--- START ---

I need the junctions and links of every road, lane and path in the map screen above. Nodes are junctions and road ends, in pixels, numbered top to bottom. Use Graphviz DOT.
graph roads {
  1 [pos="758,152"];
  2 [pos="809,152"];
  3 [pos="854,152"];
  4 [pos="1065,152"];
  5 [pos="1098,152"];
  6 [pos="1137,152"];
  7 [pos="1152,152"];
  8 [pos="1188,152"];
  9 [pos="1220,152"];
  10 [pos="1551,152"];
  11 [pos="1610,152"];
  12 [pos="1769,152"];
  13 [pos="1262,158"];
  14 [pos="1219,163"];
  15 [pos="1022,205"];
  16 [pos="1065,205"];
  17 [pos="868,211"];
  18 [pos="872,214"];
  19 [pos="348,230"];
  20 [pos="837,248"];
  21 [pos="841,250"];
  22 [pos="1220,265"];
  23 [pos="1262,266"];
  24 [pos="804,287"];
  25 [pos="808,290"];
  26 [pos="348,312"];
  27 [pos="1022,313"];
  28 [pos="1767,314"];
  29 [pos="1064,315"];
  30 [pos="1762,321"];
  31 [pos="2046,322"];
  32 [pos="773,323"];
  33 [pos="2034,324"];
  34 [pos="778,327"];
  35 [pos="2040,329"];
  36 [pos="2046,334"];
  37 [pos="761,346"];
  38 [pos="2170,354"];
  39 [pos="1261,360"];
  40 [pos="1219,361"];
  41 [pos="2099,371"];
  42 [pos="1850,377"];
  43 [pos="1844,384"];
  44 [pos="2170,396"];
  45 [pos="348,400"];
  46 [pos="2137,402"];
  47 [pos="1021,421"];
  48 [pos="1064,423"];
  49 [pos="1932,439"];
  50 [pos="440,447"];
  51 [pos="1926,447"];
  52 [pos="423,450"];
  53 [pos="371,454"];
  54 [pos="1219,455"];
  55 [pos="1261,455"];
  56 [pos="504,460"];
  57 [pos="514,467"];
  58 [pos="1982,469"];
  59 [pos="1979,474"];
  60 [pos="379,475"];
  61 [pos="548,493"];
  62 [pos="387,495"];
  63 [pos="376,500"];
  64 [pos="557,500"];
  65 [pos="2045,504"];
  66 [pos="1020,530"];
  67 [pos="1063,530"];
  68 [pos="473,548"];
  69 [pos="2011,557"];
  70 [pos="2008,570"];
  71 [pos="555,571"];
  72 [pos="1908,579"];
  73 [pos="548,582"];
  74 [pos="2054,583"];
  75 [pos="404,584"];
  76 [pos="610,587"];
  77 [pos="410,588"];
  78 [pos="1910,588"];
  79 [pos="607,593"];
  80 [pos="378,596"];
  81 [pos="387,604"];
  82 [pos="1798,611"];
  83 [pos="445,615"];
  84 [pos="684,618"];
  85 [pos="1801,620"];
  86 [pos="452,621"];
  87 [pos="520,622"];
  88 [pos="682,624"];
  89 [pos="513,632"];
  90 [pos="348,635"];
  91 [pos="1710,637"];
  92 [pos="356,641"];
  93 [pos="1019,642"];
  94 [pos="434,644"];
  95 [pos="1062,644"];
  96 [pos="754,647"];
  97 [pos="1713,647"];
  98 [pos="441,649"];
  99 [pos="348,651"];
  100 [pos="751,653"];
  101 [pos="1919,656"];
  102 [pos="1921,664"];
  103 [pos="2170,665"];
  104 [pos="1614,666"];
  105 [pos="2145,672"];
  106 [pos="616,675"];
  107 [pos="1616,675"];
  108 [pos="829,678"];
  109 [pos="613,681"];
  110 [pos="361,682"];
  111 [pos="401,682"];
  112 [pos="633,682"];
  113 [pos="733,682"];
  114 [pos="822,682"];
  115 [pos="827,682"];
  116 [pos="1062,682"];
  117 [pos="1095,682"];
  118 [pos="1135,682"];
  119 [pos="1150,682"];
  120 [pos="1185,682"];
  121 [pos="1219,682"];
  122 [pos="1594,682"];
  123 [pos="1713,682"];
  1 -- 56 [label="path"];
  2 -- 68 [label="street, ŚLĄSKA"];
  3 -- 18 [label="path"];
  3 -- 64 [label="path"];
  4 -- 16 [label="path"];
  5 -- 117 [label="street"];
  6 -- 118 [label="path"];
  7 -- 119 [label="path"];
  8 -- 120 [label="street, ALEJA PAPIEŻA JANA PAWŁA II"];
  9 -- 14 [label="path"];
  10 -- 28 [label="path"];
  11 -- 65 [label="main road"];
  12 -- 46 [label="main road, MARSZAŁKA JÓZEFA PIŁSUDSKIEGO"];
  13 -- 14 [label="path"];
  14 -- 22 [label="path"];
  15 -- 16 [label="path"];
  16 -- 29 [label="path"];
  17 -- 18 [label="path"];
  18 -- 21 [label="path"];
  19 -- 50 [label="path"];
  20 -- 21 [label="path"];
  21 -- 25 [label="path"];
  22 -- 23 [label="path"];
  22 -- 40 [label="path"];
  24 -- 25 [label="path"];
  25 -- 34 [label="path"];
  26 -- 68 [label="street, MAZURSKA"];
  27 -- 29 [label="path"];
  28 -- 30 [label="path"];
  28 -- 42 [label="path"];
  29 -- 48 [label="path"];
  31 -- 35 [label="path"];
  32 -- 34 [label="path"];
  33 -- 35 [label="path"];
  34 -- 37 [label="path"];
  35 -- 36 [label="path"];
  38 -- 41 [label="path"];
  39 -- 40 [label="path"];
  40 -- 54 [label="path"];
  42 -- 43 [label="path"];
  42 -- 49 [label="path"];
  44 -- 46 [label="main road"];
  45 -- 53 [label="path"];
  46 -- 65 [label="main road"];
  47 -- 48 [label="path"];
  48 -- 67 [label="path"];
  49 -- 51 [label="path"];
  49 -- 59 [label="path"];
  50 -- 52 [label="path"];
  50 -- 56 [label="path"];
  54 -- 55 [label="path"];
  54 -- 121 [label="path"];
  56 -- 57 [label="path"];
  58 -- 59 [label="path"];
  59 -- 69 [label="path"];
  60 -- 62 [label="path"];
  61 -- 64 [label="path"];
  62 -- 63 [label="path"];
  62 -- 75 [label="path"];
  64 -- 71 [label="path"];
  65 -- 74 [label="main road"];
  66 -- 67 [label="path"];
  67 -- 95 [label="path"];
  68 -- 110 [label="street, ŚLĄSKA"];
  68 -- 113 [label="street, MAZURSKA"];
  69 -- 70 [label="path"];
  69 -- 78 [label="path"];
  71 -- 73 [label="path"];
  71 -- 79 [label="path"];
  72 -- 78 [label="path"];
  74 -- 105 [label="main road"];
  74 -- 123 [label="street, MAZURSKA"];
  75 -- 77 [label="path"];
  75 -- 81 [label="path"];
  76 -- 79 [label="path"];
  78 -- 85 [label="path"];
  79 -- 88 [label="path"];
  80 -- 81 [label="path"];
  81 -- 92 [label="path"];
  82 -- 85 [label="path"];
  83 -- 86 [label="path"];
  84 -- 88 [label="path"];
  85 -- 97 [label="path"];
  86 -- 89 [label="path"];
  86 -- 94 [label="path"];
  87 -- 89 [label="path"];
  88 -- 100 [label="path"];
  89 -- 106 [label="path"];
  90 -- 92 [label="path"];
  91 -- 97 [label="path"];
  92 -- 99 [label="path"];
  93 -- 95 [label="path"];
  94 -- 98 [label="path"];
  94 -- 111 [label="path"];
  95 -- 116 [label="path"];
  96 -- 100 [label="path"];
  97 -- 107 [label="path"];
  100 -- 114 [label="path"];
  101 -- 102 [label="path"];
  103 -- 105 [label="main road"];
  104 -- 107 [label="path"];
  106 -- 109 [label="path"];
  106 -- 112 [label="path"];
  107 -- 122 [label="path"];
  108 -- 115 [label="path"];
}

--- END ---

Which lines above include the word "street"? Pick them out and copy them.

◆ Reply to the exercise
  2 -- 68 [label="street, ŚLĄSKA"];
  5 -- 117 [label="street"];
  8 -- 120 [label="street, ALEJA PAPIEŻA JANA PAWŁA II"];
  26 -- 68 [label="street, MAZURSKA"];
  68 -- 110 [label="street, ŚLĄSKA"];
  68 -- 113 [label="street, MAZURSKA"];
  74 -- 123 [label="street, MAZURSKA"];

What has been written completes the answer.